## What is being asked
Copy out each line of the data holding "pixels".

## Record extracts
↓↓↓

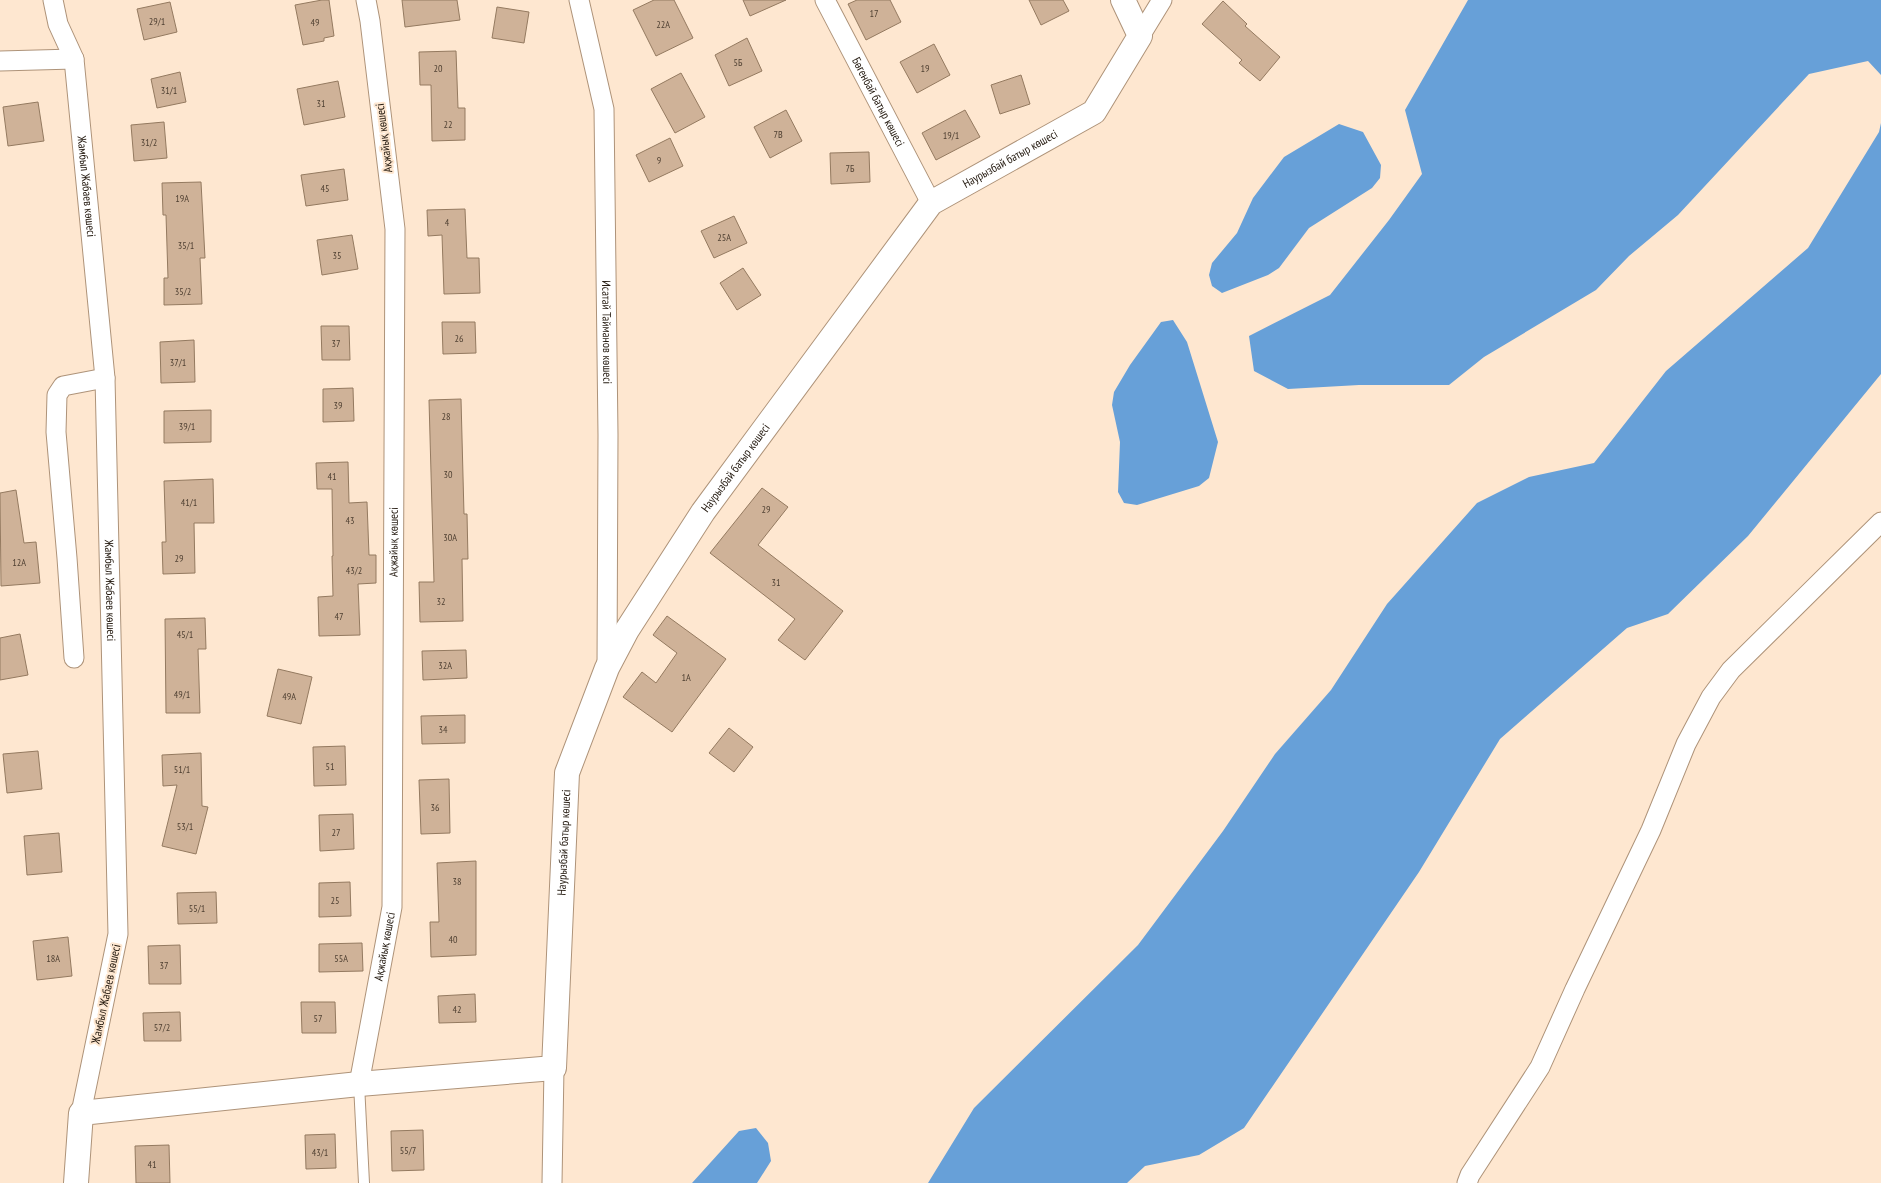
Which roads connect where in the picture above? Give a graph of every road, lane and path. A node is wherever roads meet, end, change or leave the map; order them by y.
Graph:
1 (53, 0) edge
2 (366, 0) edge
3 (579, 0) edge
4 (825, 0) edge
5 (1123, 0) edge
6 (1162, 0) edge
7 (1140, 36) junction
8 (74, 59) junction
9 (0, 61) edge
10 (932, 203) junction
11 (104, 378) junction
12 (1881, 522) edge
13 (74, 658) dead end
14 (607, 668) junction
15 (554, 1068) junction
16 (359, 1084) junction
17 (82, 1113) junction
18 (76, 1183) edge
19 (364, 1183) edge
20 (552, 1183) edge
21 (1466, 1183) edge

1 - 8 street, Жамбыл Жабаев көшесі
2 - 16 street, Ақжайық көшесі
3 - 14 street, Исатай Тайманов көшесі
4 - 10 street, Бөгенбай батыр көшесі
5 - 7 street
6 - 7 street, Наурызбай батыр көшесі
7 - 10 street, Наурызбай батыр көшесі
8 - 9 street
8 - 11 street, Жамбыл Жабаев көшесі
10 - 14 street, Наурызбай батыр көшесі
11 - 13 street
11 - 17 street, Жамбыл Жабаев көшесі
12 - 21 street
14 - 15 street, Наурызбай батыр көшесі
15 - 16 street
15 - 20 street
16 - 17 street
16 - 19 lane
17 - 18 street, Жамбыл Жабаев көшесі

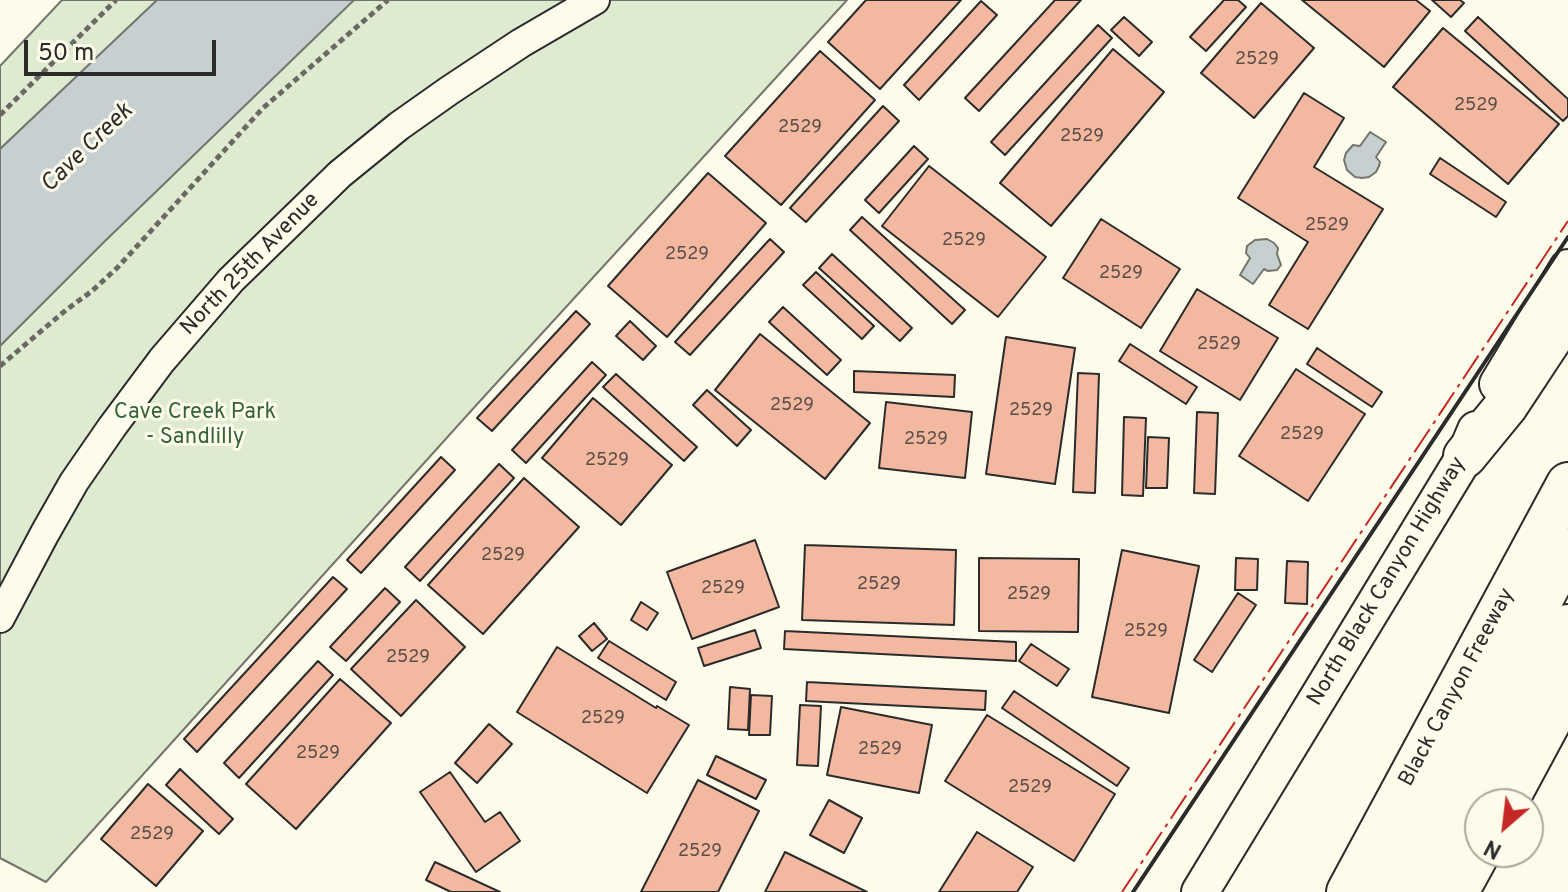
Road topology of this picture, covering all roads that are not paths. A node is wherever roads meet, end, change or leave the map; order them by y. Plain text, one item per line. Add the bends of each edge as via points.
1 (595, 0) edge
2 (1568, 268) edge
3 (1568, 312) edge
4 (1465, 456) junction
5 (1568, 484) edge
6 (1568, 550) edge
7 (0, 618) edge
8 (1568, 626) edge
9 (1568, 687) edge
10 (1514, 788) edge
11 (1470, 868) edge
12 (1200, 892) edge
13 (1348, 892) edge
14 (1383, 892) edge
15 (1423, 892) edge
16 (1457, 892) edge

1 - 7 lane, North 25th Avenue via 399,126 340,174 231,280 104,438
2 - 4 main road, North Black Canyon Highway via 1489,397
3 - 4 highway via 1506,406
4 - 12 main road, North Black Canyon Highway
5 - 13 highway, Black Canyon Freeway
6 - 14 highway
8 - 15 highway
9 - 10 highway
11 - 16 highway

↑↑↑
↓↓↓

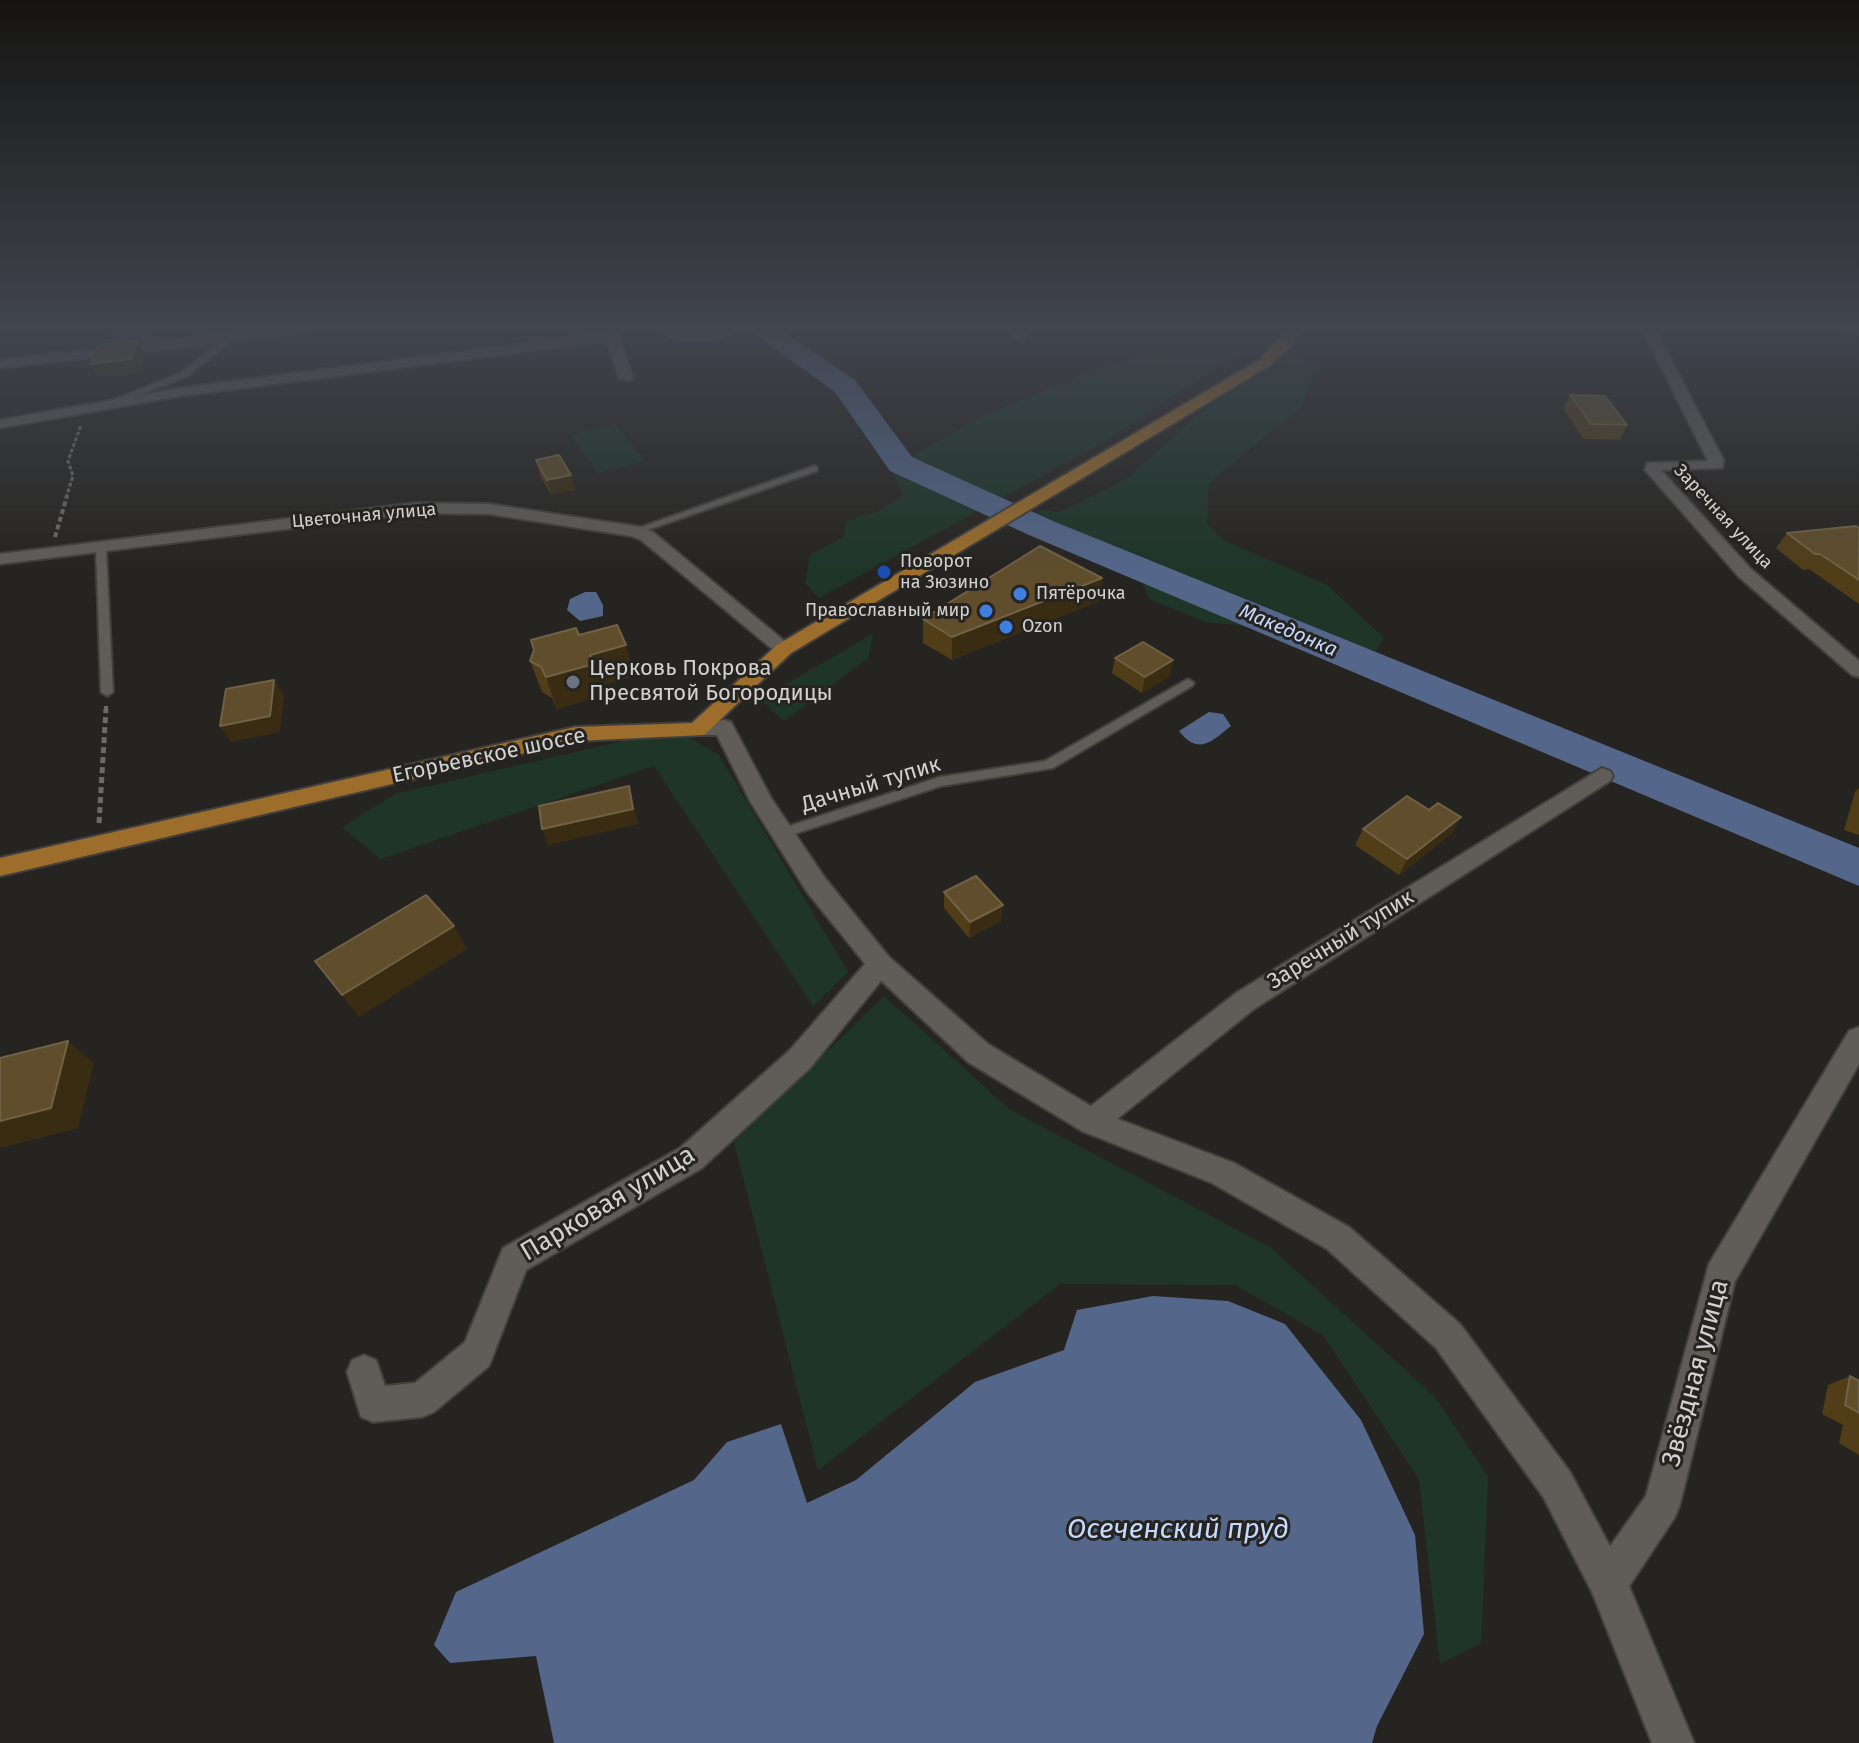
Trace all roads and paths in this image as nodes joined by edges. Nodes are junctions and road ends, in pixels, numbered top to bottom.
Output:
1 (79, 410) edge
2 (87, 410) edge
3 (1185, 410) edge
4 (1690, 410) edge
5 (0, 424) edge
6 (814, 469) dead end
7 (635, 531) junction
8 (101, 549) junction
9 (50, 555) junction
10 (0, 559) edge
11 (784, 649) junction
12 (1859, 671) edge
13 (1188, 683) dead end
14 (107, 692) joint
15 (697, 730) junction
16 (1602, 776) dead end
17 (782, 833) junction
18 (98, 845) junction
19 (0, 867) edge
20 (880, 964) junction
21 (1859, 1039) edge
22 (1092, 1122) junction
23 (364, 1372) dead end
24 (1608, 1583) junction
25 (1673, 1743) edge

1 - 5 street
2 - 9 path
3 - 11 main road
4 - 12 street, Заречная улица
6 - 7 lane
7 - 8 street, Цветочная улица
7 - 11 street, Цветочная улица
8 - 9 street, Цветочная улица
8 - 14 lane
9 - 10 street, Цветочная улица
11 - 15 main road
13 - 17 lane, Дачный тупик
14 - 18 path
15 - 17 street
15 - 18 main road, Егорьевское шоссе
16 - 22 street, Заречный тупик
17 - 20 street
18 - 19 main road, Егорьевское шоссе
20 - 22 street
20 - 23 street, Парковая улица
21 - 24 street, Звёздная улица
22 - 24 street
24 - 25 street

↑↑↑
↓↓↓

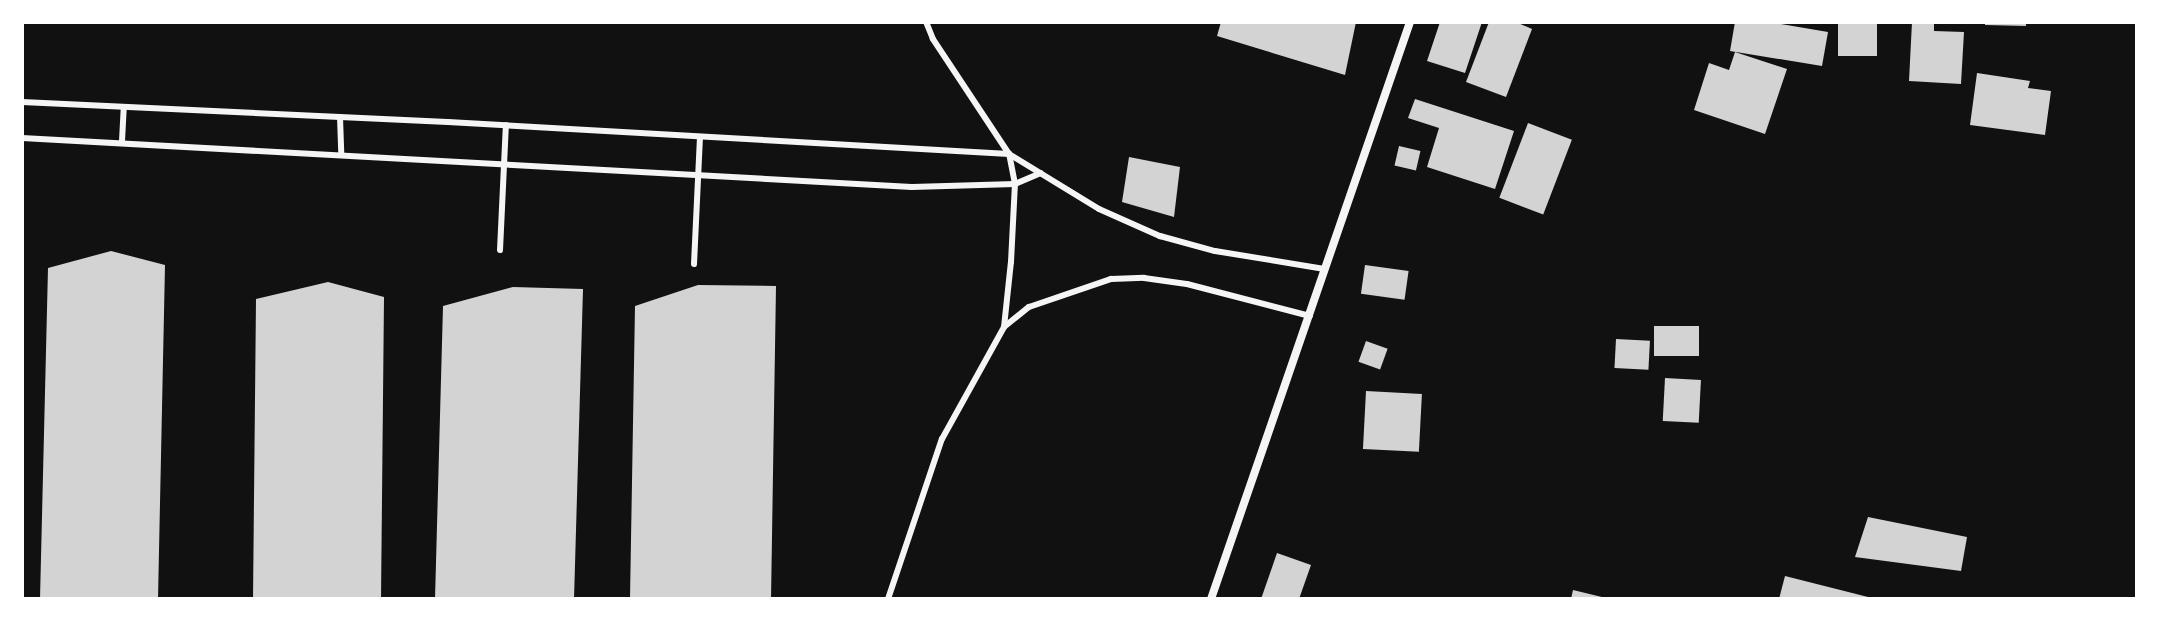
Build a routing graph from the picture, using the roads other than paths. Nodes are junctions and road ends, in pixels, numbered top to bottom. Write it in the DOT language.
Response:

↑↑↑

## Written solution
Trace all roads and paths in this image as nodes joined by edges. Nodes are junctions and road ends, in pixels, numbered top to bottom.
Build a routing graph from the picture, using the roads other than paths. Nodes are junctions and road ends, in pixels, numbered top to bottom. Write it in the DOT language.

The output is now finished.